I'm not going to get into rigorous analysis. My perception is that you're getting hung up on details and forgetting to think what the overall circuit is doing and how it works. I'll therefore stick to providing some intuition.
An oscillator is what an AC amplifier becomes whenever there is positive feedback with overall loop gain of 1 or more.
Think about that a bit. Try to actually understand it. If the output is currently going high, what happens when that is fed back into the input? When the gain is >1, then it pushes the output even higher, which makes the input higher, which makes the output even more higher, etc. If the gain >1 were at DC, then the output would go as high as can be driven, then stop. The amplifier would latch in the high state.

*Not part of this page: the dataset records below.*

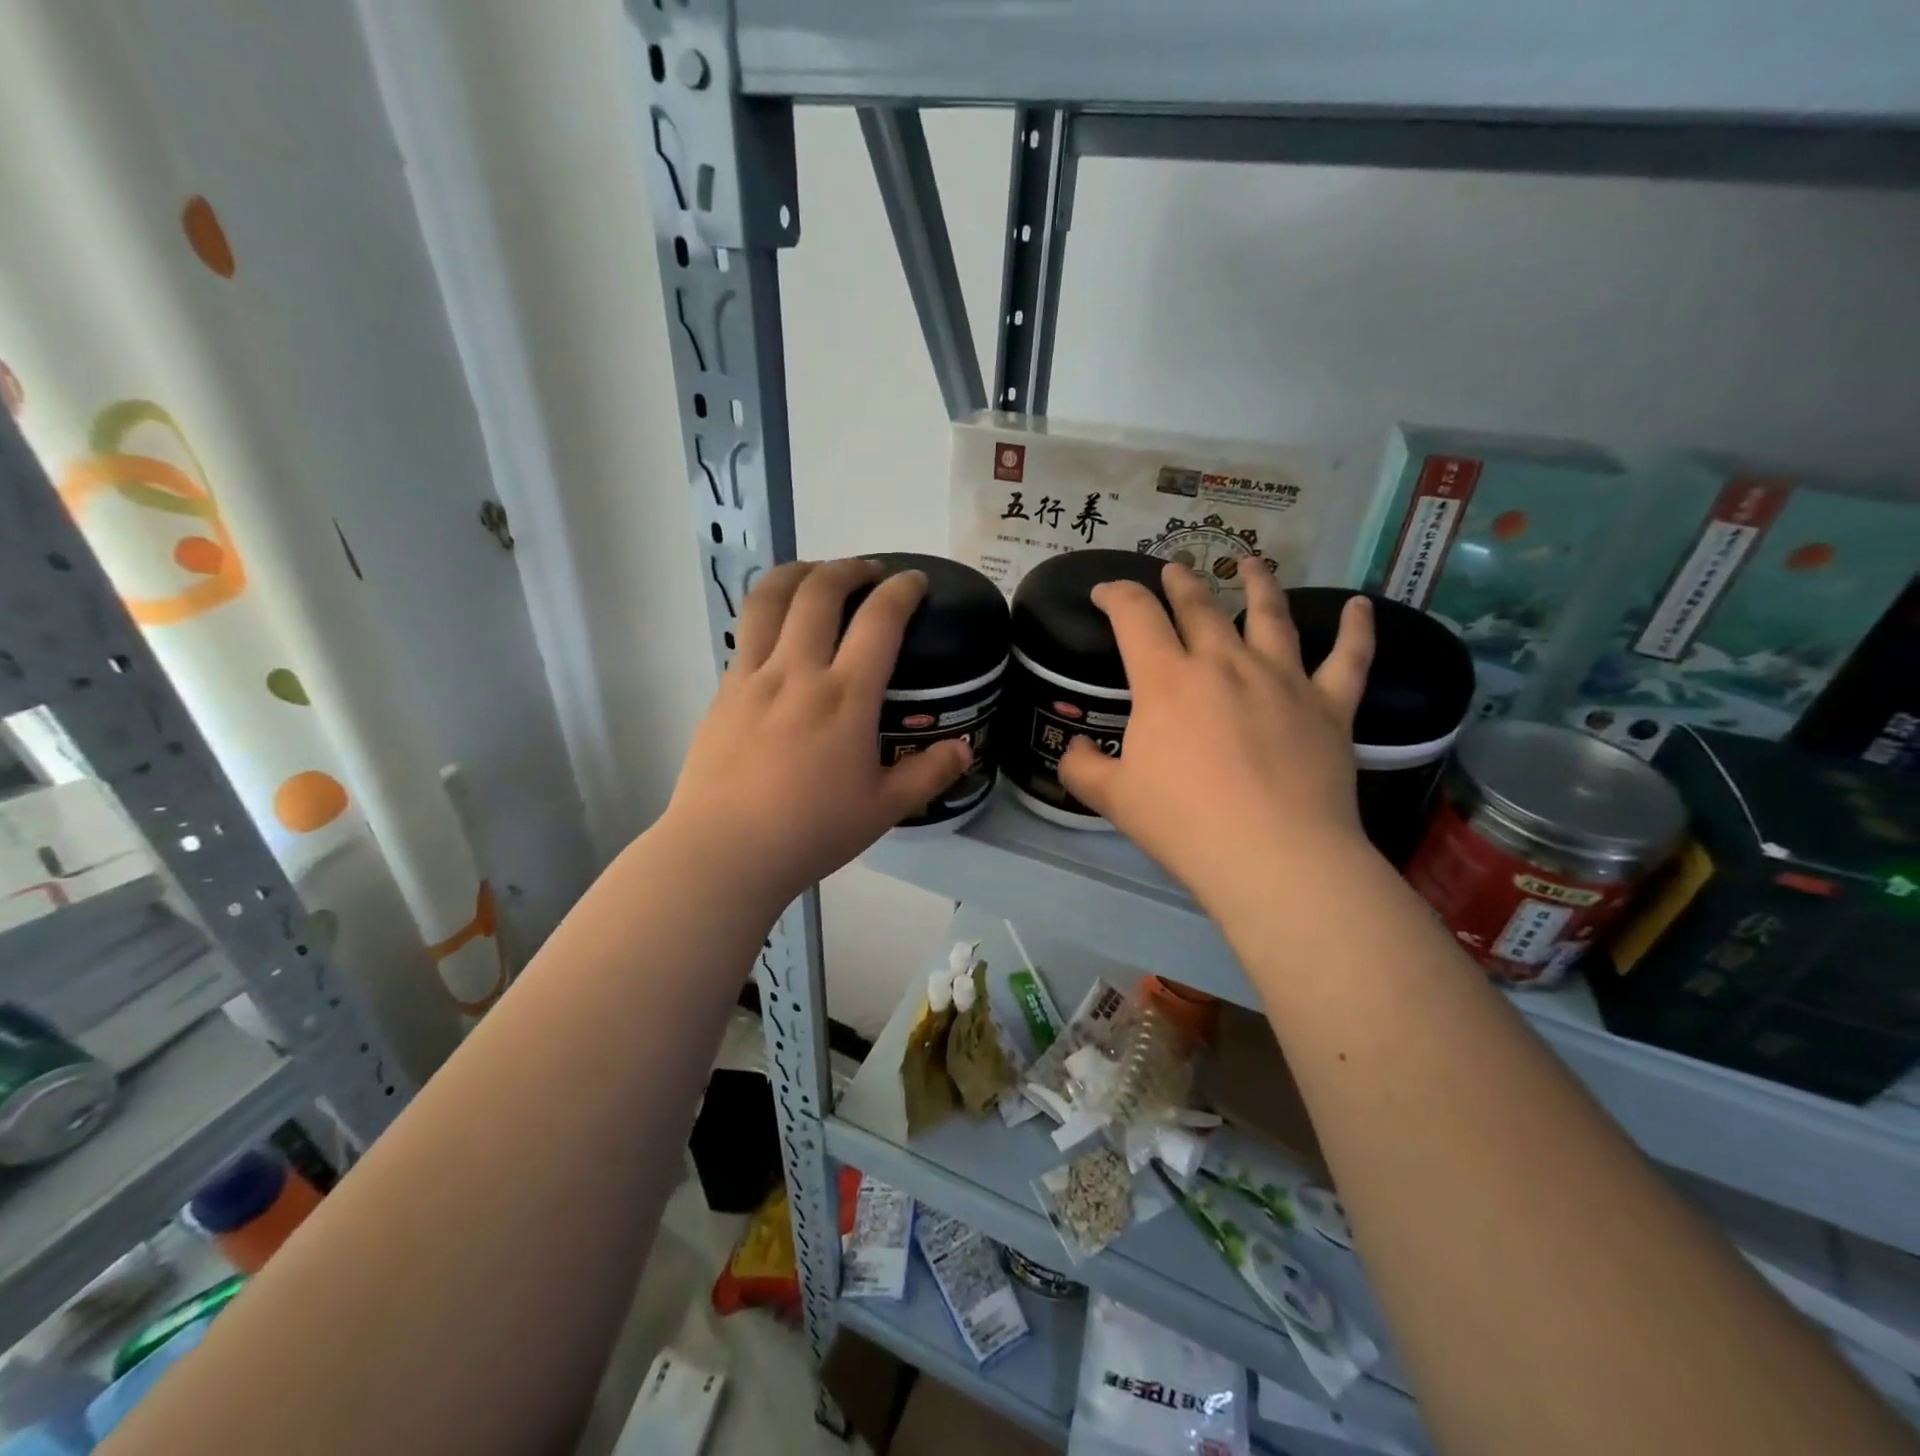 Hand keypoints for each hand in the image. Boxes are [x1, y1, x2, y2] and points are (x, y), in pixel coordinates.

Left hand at [661, 559, 969, 908]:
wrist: (724, 851)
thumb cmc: (810, 832)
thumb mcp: (884, 809)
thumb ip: (928, 774)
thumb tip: (964, 749)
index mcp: (845, 698)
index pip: (880, 620)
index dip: (902, 590)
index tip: (914, 581)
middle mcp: (798, 672)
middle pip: (820, 591)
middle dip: (849, 568)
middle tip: (869, 572)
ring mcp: (753, 677)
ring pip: (770, 598)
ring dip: (798, 572)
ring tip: (817, 573)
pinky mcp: (723, 690)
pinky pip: (746, 631)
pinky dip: (768, 610)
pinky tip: (779, 627)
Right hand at [1059, 562, 1376, 919]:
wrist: (1273, 855)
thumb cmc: (1183, 823)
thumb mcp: (1112, 798)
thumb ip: (1082, 767)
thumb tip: (1074, 749)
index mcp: (1167, 680)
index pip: (1135, 616)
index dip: (1117, 595)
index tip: (1106, 592)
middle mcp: (1224, 663)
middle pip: (1200, 606)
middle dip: (1181, 581)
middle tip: (1175, 568)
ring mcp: (1282, 679)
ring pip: (1270, 615)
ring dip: (1259, 583)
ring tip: (1253, 562)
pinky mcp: (1329, 706)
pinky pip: (1349, 658)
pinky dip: (1357, 628)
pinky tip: (1359, 605) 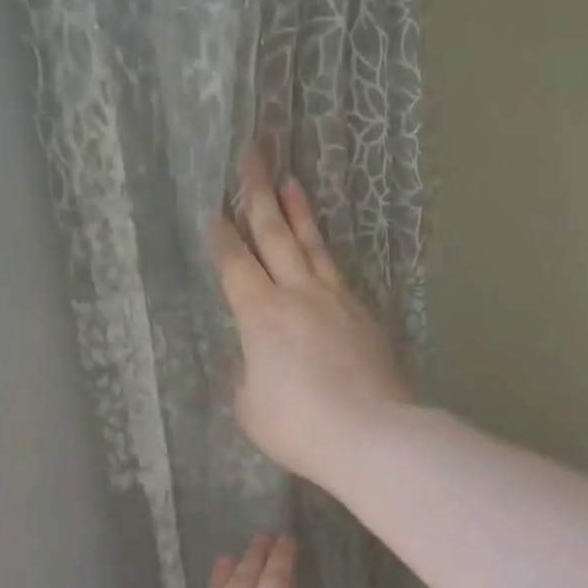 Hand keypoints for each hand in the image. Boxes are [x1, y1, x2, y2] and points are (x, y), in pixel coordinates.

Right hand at [210, 146, 412, 483]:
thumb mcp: (251, 406)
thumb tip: (257, 360)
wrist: (372, 434)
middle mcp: (297, 294)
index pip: (235, 264)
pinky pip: (339, 272)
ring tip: (290, 181)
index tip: (215, 209)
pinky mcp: (365, 315)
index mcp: (260, 314)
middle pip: (275, 234)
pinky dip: (326, 253)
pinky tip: (324, 249)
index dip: (222, 236)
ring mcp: (337, 300)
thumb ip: (248, 374)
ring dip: (298, 211)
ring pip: (313, 245)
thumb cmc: (298, 425)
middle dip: (258, 192)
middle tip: (254, 154) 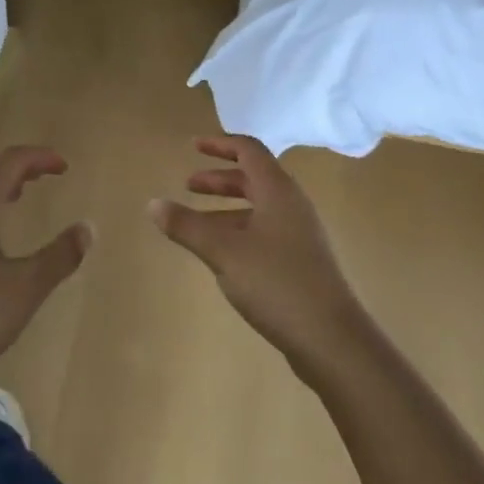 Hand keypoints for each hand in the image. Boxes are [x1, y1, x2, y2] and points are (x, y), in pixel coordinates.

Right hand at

However, note that we said it has to be an AC amplifier, implying there is no gain, or it's very low, at DC. When there is no gain at DC, the amplifier can't stay high forever. It has to eventually come down. The level of "eventually" depends on the lowest frequency where the amplifier has a loop gain above 1.
Now let's look at the core of your circuit, which is the transistor and the 4 resistors around it:
That's an amplifier with the input at the base and the output at the collector. You should be able to see that there is a voltage gain from input to output with the right values for the resistors (if not, go back to basic common emitter amplifier).
However, note that while the output signal can have a higher amplitude than the input signal, the output is inverted from the input. Put another way, the gain is below -1.
At first glance you may think it's impossible to make an oscillator with this basic amplifier. However, it's the total loop gain that needs to be above 1. That's the gain of the amplifier times the gain of the feedback path. If the feedback path inverts, and attenuates less than the gain of the amplifier, then we're back to having an overall loop gain >1.
That's exactly what the LC network on the output does. It causes a phase shift for some range of frequencies. When that phase shift is 180°, it essentially inverts the signal. The overall circuit will therefore oscillate at a frequency where the feedback is phase-shifted 180°. In particular, L1, L2, and C1 cause the appropriate phase shift at the desired frequency. Such LC networks can have fairly high Q, so the necessary phase shift for oscillation can be arranged to happen over a narrow frequency range, making the oscillator frequency predictable.